If there is a new direction to be found in Reaching Into Infinity, it’s towards progressive metal. This is most obvious in the mid-section of ‘The Edge of the World’, where you could almost be listening to Dream Theater, with its subtly complex chord changes, groove-rock solos and similar vocal approach. Along with the growled vocals, this is a welcome sign that DragonForce is willing to innovate. Another sign of openness to innovation is their bonus track cover of Death’s ‘Evil Dead’. It’s a competent and suitable cover, which brings a new aspect to the song and will gain DragonForce points with ‘heavier’ metal fans; plus we get to hear more of those brutal vocals again. Whether death metal fans will like it remains to be seen, but it’s heartening to see a power metal band paying homage to old-school death.

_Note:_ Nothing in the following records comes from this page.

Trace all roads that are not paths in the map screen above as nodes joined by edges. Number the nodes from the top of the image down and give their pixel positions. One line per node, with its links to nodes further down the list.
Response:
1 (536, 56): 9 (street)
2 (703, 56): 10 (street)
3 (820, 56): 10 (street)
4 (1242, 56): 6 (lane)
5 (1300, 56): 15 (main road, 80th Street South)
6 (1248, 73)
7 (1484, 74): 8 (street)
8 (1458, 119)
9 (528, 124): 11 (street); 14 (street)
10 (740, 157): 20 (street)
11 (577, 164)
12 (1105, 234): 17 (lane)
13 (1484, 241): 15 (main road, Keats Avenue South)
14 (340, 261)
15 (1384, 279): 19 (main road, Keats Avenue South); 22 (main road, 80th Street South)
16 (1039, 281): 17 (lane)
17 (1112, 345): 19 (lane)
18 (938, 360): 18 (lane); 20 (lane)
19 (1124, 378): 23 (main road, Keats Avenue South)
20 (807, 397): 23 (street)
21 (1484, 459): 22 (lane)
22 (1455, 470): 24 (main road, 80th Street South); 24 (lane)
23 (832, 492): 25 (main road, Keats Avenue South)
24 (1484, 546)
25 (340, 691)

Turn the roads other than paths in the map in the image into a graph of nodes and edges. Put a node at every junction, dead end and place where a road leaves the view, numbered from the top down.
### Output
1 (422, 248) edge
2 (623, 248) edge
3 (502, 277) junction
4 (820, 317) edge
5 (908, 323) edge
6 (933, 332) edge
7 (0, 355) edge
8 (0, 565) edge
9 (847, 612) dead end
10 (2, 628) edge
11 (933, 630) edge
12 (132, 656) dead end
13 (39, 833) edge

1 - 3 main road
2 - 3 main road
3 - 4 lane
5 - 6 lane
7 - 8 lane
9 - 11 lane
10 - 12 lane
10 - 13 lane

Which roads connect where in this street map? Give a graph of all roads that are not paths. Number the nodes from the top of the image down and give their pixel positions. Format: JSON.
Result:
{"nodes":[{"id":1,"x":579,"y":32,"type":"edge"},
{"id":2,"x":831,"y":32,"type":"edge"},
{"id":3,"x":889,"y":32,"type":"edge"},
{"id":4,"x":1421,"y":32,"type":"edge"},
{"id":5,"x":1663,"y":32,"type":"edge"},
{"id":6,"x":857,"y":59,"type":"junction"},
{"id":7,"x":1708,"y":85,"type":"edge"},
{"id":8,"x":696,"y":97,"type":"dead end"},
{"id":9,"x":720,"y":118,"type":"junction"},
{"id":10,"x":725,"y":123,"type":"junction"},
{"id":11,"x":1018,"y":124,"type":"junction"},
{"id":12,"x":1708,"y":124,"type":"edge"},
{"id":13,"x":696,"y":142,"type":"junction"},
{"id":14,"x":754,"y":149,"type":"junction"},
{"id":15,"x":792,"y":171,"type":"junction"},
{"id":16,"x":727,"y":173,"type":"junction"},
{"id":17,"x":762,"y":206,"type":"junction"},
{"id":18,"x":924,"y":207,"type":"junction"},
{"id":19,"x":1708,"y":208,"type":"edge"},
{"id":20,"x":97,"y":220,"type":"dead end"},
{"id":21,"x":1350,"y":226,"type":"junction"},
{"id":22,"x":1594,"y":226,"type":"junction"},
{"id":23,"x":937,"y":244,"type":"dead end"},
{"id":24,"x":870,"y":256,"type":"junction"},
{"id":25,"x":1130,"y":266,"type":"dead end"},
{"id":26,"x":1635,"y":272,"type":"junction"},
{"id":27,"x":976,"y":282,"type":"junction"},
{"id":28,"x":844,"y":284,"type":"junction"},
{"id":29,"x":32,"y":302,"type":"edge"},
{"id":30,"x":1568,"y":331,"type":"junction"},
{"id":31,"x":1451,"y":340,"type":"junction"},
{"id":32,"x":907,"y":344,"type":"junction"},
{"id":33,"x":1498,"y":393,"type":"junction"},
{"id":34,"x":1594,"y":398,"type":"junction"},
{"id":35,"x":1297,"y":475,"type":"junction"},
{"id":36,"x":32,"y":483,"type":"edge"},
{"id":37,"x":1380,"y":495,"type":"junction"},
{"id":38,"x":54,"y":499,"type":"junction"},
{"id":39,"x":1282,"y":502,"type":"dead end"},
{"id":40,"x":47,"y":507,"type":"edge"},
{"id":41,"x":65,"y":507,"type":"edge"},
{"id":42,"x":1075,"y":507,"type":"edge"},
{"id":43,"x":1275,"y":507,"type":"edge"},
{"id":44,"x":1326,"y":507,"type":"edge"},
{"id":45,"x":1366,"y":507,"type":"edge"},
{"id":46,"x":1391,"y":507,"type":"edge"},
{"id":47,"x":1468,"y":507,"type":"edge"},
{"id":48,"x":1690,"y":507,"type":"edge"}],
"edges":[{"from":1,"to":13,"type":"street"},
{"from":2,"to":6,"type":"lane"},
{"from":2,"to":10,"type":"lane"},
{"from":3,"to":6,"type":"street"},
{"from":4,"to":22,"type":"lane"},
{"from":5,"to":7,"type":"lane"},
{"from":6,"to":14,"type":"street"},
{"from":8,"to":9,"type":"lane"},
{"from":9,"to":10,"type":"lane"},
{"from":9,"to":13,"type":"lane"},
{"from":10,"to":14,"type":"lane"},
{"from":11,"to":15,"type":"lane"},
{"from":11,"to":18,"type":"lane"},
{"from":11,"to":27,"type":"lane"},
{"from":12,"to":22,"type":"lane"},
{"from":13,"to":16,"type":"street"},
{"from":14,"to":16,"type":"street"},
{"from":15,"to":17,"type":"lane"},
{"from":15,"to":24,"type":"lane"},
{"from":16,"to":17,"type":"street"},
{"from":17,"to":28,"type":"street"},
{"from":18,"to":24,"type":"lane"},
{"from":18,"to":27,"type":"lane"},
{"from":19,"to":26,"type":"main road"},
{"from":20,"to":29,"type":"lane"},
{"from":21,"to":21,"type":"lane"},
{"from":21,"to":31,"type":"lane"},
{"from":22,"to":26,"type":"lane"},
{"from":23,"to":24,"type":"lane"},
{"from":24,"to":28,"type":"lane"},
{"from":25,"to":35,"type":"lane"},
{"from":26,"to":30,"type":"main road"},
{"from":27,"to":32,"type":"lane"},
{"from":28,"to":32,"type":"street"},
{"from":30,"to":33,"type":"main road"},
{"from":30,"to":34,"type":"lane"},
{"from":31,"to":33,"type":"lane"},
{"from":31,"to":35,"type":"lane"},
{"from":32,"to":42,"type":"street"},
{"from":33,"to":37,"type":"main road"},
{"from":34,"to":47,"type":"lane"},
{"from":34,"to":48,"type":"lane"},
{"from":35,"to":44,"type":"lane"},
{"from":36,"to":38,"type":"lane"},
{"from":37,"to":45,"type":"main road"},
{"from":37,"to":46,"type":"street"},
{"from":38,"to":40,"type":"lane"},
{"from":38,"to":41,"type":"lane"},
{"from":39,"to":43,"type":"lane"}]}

It’s only fair to judge an album by the standards of its genre and the expectations of its fans, and in this sense Reaching Into Infinity will be a triumph – they have delivered a solid product. It’s no good complaining that the vocals are thin, or that there are too many arpeggios, or not enough bass; this is power metal. If you don’t like power metal, there’s probably no persuading you that you’re not listening to Chipmunks From Hell or Andrew Lloyd Webber On Crack. But if you’re willing to suspend your archness for a while and appreciate some genuinely brilliant musicianship, there is much to enjoy here.

1. Vocalist Marc Hudson is British; guitarists are Herman Li (Hong Kong-born) and Sam Totman (British-born, grew up in New Zealand), bassist Frederic Leclercq is French, Vadim Pruzhanov (keyboards) from Ukraine and new drummer Gee Anzalone is Italian. A truly international band.